YOUR OBJECTIVE: Find the string "dead" in the records and copy each line where it occurs.

SOURCE DATA:
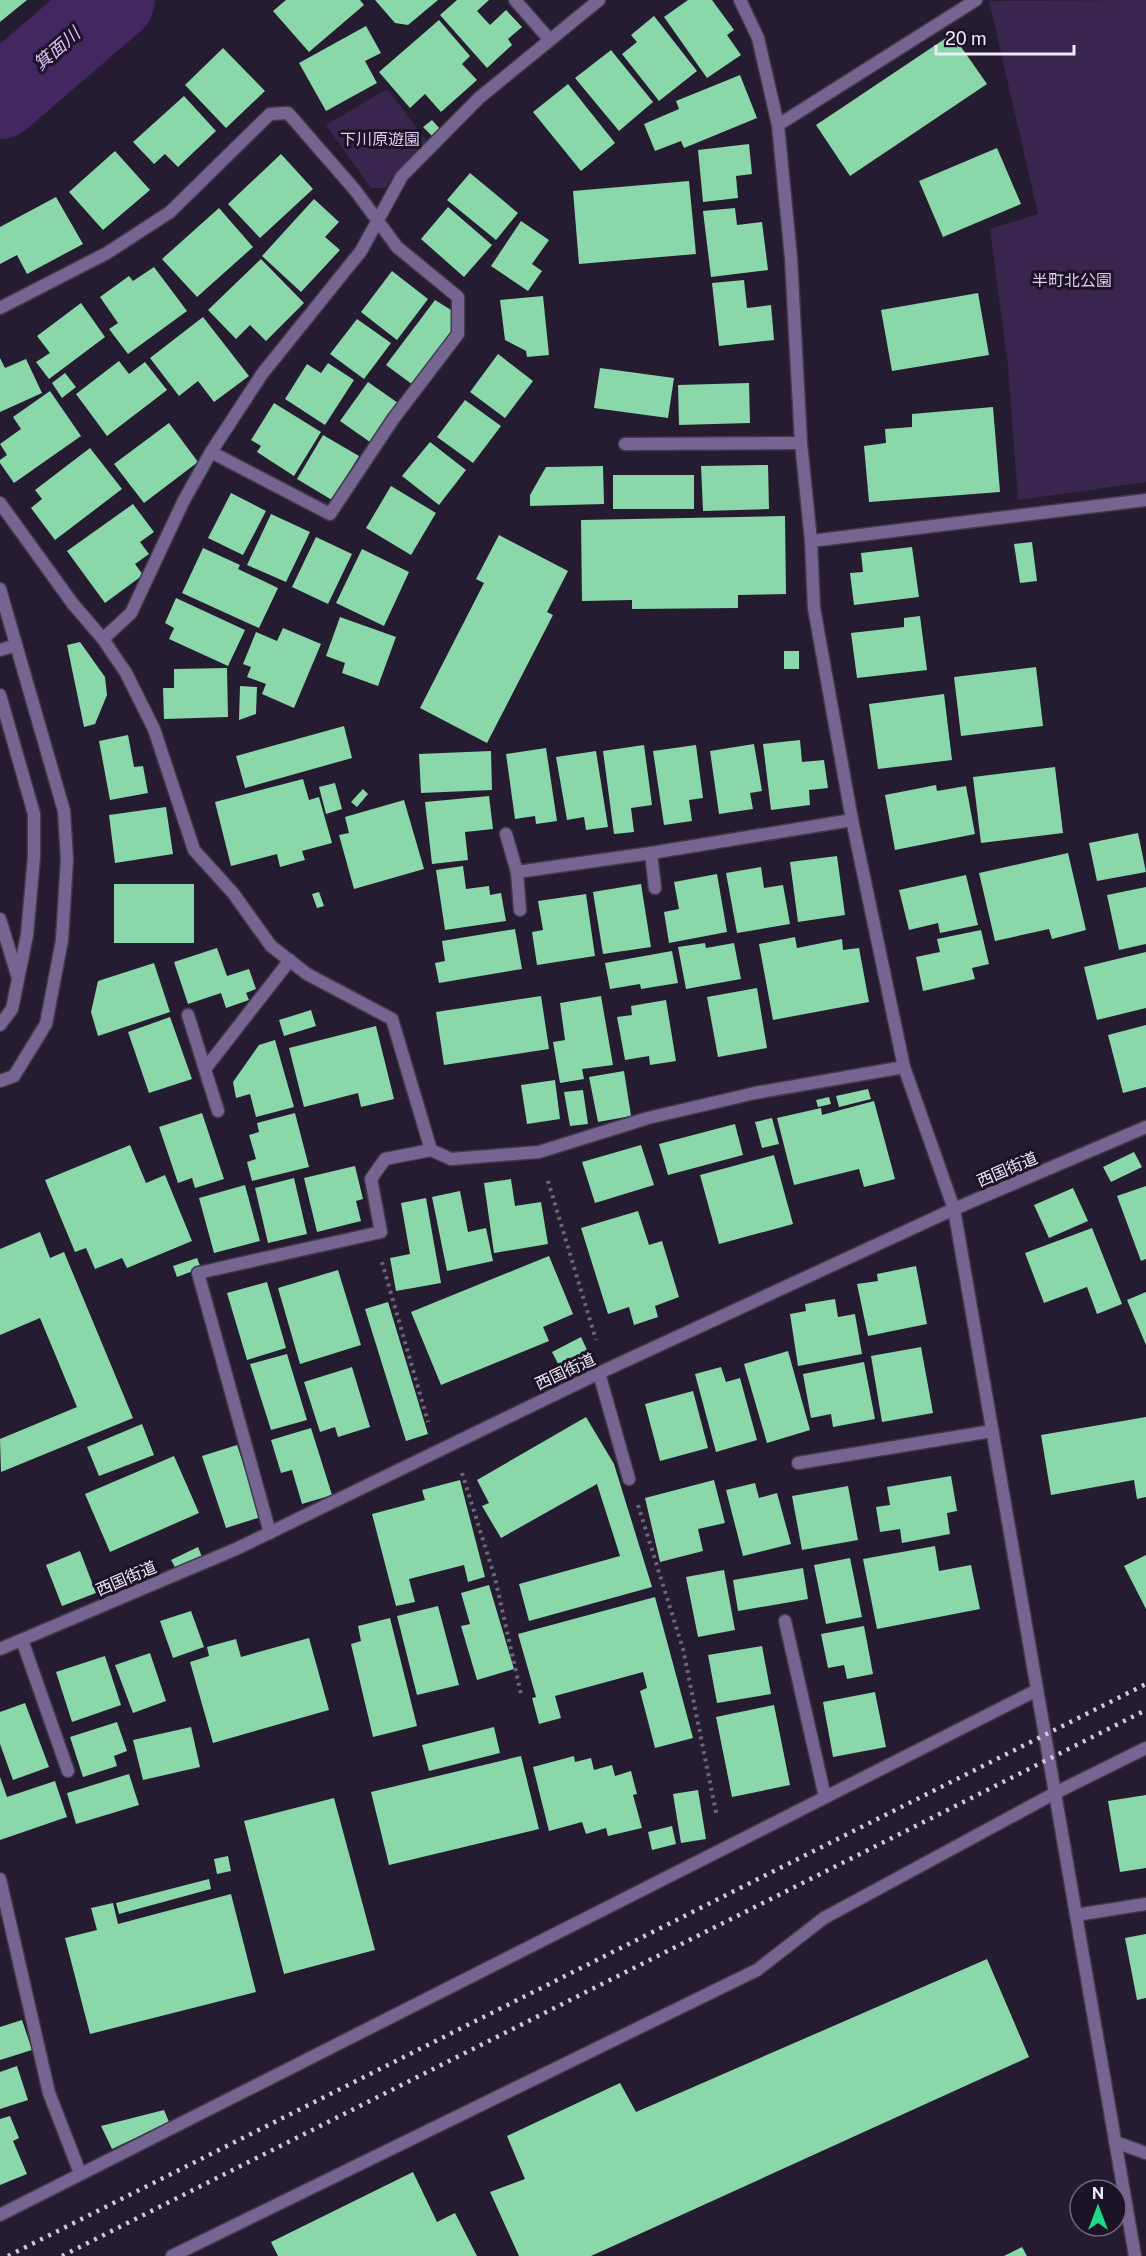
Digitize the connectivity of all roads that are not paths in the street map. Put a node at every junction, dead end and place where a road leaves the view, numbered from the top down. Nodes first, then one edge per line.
1 (515, 0) edge
2 (599, 0) edge
3 (740, 0) edge
4 (976, 0) edge
5 (549, 39) junction
6 (778, 125) junction
7 (378, 219) junction
8 (0, 308) edge
9 (801, 443) junction
10 (625, 444) dead end
11 (210, 452) junction
12 (1146, 500) edge
13 (0, 503) edge
14 (811, 541) junction
15 (1, 594) edge
16 (103, 639) junction
17 (16, 645) junction
18 (0, 650) edge
19 (0, 695) edge
20 (852, 820) junction
21 (506, 834) dead end
22 (651, 853) junction
23 (517, 872) junction
24 (655, 888) dead end
25 (520, 910) dead end
26 (0, 919) edge
27 (3, 942) edge
28 (290, 960) junction
29 (19, 982) junction
30 (188, 1015) dead end
31 (0, 1025) edge
32 (904, 1067) junction
33 (206, 1069) junction
34 (0, 1081) edge
35 (218, 1111) dead end
36 (1146, 1127) edge
37 (431, 1150) junction
38 (954, 1209) junction
39 (602, 1372) junction
40 (992, 1431) junction
41 (798, 1463) dead end
42 (629, 1479) road end
43 (270, 1533) junction
44 (785, 1621) dead end
45 (22, 1640) junction
46 (0, 1649) edge
47 (1037, 1690) junction
48 (1146, 1748) edge
49 (68, 1771) dead end
50 (1055, 1793) junction
51 (825, 1797) junction
52 (0, 1879) edge
53 (1146, 1904) edge
54 (1076, 1915) junction
55 (1115, 2142) junction
56 (1146, 2153) edge
57 (80, 2173) junction
58 (0, 2215) edge
59 (172, 2256) edge
60 (1135, 2256) edge

1 - 5 street
2 - 5 street
3 - 6 street
4 - 6 street
5 - 7 street
6 - 9 street
7 - 8 street
7 - 11 street
7 - 11 street
9 - 10 street
9 - 14 street
11 - 16 street
12 - 14 street
13 - 16 street
14 - 20 street
15 - 17 street
16 - 28 street
17 - 18 street
17 - 34 street
19 - 29 street
20 - 22 street
20 - 32 street
21 - 23 street
22 - 23 street
22 - 24 street
23 - 25 street
26 - 27 street
27 - 29 street
28 - 33 street
28 - 37 street
29 - 31 street
30 - 33 street
32 - 37 street
32 - 38 street
33 - 35 street
36 - 38 street, 西国街道
37 - 43 street
38 - 39 street, 西国街道
38 - 40 street
39 - 42 street
39 - 43 street, 西国街道
40 - 41 street
40 - 47 street
43 - 45 street, 西国街道
44 - 51 street
45 - 46 street, 西国街道
45 - 49 street
47 - 50 street
47 - 51 street
48 - 50 street
50 - 54 street
50 - 59 street
51 - 57 street
52 - 57 street
53 - 54 street
54 - 55 street
55 - 56 street
55 - 60 street
57 - 58 street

FINISHED TASK:
Digitize the connectivity of all roads that are not paths in the street map. Put a node at every junction, dead end and place where a road leaves the view, numbered from the top down. Nodes first, then one edge per line.
10 (625, 444) dead end
21 (506, 834) dead end
24 (655, 888) dead end
25 (520, 910) dead end
30 (188, 1015) dead end
35 (218, 1111) dead end
41 (798, 1463) dead end
44 (785, 1621) dead end
49 (68, 1771) dead end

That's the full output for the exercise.